Sarah is also a fantastic knitter. She is able to create beautiful hats and lacy scarves from wool yarn. She recently allowed me to ask her some questions about her hobby, and below is that interview.
I know that you have been knitting for many years. How many has it been? Who taught you to knit? Have you always knitted or did you quit only to take it back up again as an adult?
I learned to knit around the start of high school. So maybe almost 20 years. My Nana was an avid knitter but my mother is the one who patiently cast on the start of each project and picked up my dropped stitches for me until I learned to do it myself. I used to get the urge to start a project and I’d walk over to my Nana’s house where she would help me look through our pattern books. She often had some wool in her stash that would be just right. In college my knitting slowed down a lot. There was a pink vest I was always knitting on… the never-ending project. Maybe it was too soon to start a large project like that when I had only knitted one scarf and a few hats. Anyway, there came a time I couldn’t face it anymore and I put away my needles. Later my mom found the half finished vest in a closet and tried to complete it for me but it seems that moths had found it first. Maybe it’s for the best–it might not have fit anyway since I had not yet discovered the importance of gauge. When my life changed again I started my “career” and I had some time on my hands again. I found knitting to be a meditative and pleasant way to spend a winter evening or even to keep my hands occupied while I watched a movie or listened to books on tape.

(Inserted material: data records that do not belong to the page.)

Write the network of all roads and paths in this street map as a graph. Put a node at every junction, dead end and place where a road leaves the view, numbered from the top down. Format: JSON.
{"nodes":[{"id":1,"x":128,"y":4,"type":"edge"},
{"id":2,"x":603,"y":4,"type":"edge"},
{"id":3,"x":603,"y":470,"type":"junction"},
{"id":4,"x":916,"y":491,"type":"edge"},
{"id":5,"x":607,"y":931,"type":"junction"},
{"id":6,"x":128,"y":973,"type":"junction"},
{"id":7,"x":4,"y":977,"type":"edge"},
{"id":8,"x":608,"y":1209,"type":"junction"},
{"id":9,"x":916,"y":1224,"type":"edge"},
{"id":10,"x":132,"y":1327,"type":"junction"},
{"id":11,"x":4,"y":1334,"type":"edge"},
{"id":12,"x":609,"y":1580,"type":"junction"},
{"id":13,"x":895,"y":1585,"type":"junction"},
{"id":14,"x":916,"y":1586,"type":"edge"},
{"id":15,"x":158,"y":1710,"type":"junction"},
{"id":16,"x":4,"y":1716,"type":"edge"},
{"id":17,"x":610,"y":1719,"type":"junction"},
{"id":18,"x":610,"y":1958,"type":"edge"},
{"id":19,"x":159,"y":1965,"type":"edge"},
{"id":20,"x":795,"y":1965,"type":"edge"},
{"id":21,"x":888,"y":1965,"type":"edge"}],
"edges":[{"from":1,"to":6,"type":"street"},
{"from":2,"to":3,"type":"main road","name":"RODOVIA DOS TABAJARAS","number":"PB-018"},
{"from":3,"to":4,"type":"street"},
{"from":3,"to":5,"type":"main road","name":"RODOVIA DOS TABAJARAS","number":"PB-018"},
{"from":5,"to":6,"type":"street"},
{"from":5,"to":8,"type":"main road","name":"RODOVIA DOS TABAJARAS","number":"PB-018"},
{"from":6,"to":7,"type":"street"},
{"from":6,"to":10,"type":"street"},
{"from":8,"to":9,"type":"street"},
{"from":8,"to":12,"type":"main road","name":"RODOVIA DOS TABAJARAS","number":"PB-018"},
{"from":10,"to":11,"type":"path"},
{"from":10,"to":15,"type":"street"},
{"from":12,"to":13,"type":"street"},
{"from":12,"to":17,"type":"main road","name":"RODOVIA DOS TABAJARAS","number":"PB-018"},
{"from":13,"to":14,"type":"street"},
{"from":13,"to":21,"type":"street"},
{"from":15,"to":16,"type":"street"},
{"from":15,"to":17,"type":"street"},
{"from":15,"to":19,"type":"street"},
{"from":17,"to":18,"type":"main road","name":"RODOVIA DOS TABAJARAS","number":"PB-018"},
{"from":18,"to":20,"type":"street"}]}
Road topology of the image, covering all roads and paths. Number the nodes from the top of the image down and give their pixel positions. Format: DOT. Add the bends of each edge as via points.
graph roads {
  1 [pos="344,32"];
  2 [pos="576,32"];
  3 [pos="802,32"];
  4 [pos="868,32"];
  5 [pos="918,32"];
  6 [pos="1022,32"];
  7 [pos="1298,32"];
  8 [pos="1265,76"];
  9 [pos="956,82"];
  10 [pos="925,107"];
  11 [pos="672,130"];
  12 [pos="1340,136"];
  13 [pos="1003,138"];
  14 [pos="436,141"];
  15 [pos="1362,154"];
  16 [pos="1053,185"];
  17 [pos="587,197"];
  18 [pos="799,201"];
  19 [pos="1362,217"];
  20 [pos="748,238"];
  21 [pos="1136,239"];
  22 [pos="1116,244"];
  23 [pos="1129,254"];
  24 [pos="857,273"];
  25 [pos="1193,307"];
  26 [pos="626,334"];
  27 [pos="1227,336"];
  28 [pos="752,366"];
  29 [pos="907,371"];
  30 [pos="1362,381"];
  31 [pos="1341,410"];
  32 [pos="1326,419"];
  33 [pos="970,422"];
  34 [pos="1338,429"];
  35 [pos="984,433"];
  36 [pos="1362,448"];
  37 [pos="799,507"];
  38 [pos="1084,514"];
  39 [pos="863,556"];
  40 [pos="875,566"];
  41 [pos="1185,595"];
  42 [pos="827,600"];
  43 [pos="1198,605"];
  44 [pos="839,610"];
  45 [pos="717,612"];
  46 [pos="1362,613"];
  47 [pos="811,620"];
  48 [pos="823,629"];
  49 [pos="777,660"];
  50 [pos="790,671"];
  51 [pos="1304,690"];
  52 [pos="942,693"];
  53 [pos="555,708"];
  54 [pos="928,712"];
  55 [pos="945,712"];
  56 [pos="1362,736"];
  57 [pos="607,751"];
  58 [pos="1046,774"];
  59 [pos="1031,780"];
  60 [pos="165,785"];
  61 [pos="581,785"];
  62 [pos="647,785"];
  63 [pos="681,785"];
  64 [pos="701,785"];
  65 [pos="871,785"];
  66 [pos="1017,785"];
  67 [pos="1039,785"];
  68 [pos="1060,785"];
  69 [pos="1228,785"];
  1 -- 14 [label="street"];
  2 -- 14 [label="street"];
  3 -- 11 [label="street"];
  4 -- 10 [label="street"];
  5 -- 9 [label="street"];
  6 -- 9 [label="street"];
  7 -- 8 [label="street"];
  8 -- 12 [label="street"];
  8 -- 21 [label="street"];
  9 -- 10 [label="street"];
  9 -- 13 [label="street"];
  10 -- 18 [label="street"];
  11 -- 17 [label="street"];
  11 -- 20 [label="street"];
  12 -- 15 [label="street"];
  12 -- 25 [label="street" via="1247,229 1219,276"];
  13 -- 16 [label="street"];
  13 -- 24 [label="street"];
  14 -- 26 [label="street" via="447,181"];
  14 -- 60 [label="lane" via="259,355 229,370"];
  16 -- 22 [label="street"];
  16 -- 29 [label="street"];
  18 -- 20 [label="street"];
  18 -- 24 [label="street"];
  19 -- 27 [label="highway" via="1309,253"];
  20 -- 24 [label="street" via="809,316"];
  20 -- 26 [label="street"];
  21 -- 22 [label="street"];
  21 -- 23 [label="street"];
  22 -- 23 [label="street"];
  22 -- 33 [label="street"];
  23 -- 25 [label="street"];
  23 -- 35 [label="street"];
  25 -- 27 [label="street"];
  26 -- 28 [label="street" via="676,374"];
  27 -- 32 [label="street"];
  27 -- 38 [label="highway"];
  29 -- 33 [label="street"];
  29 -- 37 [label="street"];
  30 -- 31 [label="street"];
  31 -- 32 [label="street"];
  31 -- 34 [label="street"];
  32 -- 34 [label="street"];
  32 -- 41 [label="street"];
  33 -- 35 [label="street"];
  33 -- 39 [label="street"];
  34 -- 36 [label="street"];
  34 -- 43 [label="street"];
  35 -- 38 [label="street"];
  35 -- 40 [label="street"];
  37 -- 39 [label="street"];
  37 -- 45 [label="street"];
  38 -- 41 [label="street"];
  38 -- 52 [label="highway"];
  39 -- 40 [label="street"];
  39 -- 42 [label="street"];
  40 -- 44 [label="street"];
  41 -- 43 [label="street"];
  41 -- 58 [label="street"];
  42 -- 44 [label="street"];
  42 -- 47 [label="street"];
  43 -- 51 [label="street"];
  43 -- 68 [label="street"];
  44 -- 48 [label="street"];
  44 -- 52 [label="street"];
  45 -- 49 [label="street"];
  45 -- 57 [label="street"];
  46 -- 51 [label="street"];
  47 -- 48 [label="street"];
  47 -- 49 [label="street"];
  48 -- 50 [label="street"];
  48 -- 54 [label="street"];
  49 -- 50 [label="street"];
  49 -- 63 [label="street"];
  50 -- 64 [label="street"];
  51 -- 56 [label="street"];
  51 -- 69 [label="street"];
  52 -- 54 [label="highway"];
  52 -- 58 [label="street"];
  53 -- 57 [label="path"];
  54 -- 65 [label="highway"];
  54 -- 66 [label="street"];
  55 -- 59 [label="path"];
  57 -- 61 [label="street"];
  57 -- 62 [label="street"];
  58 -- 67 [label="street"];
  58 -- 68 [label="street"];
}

Is knitting a family tradition? Has any pattern been handed down from your family?
My mom’s mom, Nana, was the first knitter of whom I am aware. She learned in grade school when the children all knit squares for an afghan. Her mom didn’t enjoy any crafts, as far as I know. Nana liked to knit sweaters and vests. It seems like she always had a project going on. During my grade school years, I wore several garments knit by her. We don’t have any family patterns, but I remember that she and my mom and mom’s sister all had Aran sweater-coats knit out of unwashed wool that they wore for years–maybe from my childhood through college. Mom’s sweater has worn out around the shoulders now from hanging in the closet (yes, we all know knitting does not like coat hangers). Nana’s sweater is now with one of my cousins, and I’m not sure about aunt’s. Nana taught my mom, who was encouraged along the crafting path by her college roommate, a skilled knitter. My mom and I prefer to knit hats. We’ve knit so many hats–dozens, scores, maybe…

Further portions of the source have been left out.